Никакой совместной семейной жизни, никаких общих друзей или хотя бы приятелей. Крайне редко мама-папа идут в гости, в основном на дни рождения к его родственникам. Те — нудные и заносчивые. Из тех людей, что говорят только о себе и не дают даже слова вставить в свой хвастливый монолог… Они не любили нас… да и за что нас было любить?.. Впрочем, мама часто пропускала эти показушные мероприятия. По природе не слишком общительная, она совсем замкнулась в себе.
Подружки мамы никогда не приходят к нам в дом — попить чаю, перекусить и поболтать. Да и особых подруг у мамы нет — ни во дворе, ни на работе. Мамина колясочная подруга перестала таковой быть всего через пару лет после рождения моей младшей сестры. Окончательно они перестали общаться, когда старшая дочь подруги раздружилась со мной, а мать поняла, что кроме колбасы сухого копчения, шпрот и гречки (дефицита времен СССР!), её "подруге" от нее ничего не было нужно. Другая мамина "подруга" живёт далеко от нас и более удачно в замужестве. Ее дружба состояла в том, чтобы сиять благополучием на фоне матушки. Ну знаете — принцесса и нищенка, красотка и уродина. Ходила по нашему дому со сложенными кончиками пальцев — ох уж эти жеманные, ненатуральные ужимки! А когда наш попугай садился на воротник ее шубы, пищала так, будто на нее напала крыса.
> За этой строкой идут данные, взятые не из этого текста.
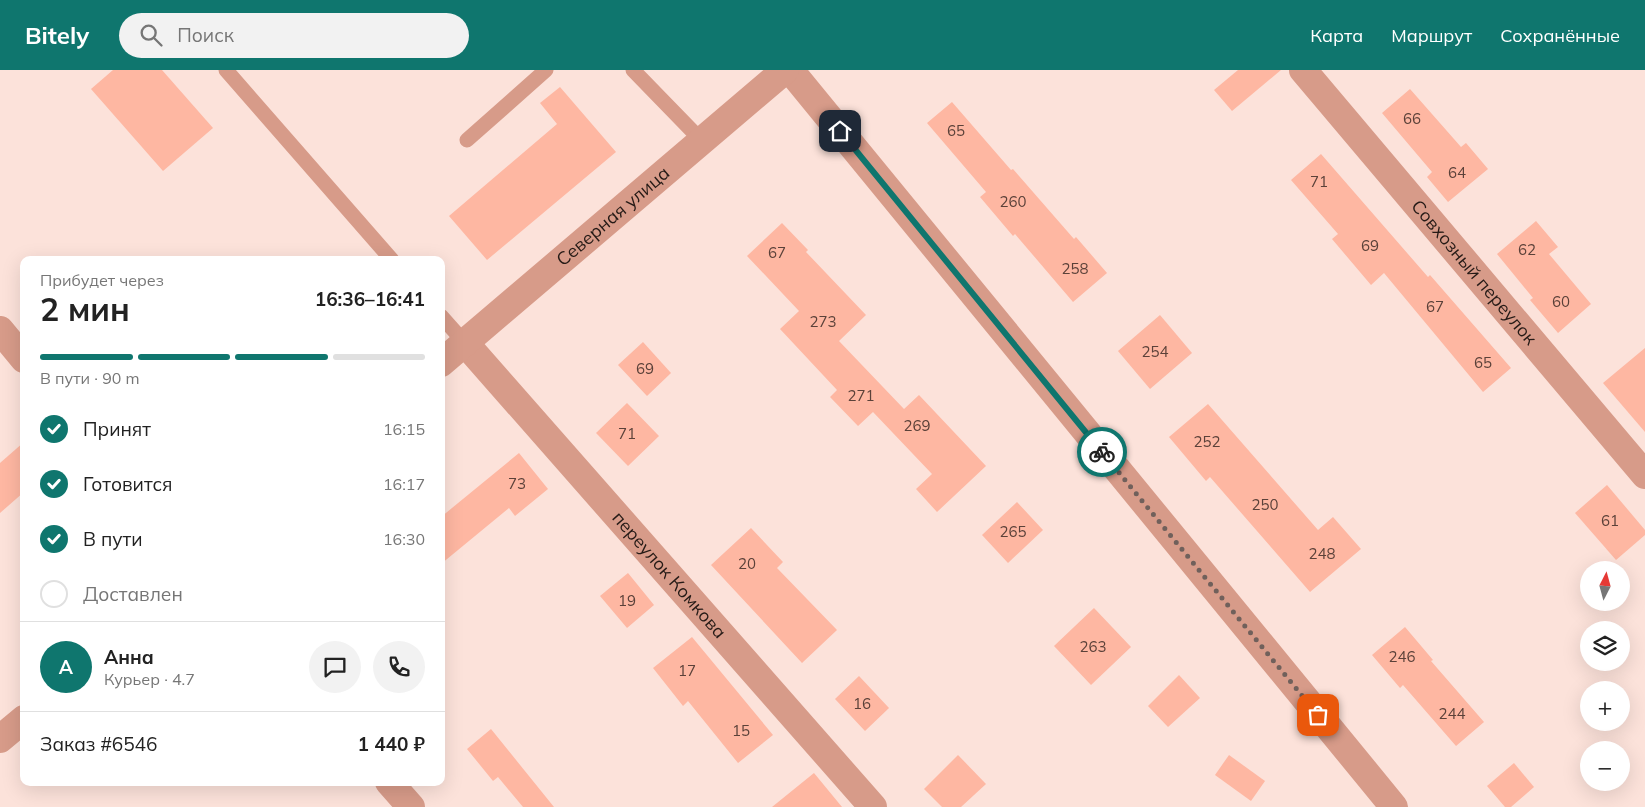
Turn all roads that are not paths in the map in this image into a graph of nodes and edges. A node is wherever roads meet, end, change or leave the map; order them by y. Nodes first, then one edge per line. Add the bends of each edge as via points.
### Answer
1 (226, 70) edge
2 (546, 70) edge
3 (633, 70) edge
4 (785, 70) edge
5 (790, 70) edge
6 (1303, 70) edge
7 (466, 140) dead end
8 (702, 141) junction
9 (389, 256) edge
10 (445, 320) edge
11 (0, 330) edge
12 (465, 343) junction
13 (20, 353) edge
14 (445, 360) edge
15 (1645, 475) edge
16 (20, 722) edge
17 (0, 739) edge
18 (392, 786) edge
19 (410, 807) edge
20 (873, 807) edge
21 (1394, 807) edge

1 - 9 lane
2 - 7 lane
3 - 8 lane
4 - 8 street, Северная улица
5 - 21 street
6 - 15 street, Совхозный переулок
8 - 12 street, Северная улица
10 - 12 lane
11 - 13 street
12 - 14 street, Северная улица
12 - 20 street, переулок Комкова
16 - 17 street
18 - 19 street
И отмахивалась с той же брезгливостью. Мать с этой приятельницей ни за что бы не признались в сути своих отношений. Видятся они редко — раз в год, но мама упорно продолжает считать их отношения дружбой и верить, что в плане личных отношений у нее все в норме. "Не хуже, чем у людей!"… Была ведь еще "Лучшая подруга" — мамина родная сестра. Но несмотря на сестринскую любовь и дружбу, моя "подруга-мама" оказывалась где-то в конце списка всех подруг моей тети. Да, родная. Да сестра. Да люблю. А подружки — все они — вот они! Нарядные, игривые, с ярким маникюром, сексуально удовлетворенные. С ними можно посплетничать о мужчинах, флиртовать и шутить, говорить о нарядах. А мама со своими проблемами, неумением развлекаться и улыбаться, не интересная мужчинам, не вписывалась в их компанию. У тёти — проходной двор и веселый балаган, куча народу, друзей и друзей детей… В нашу же квартиру заглядывать никто не стремился. Мы могли лишь мечтать о гостеприимном доме, где вьются роем друзья. У нас дома — тюрьма-колония строгого режима, пытки по расписанию.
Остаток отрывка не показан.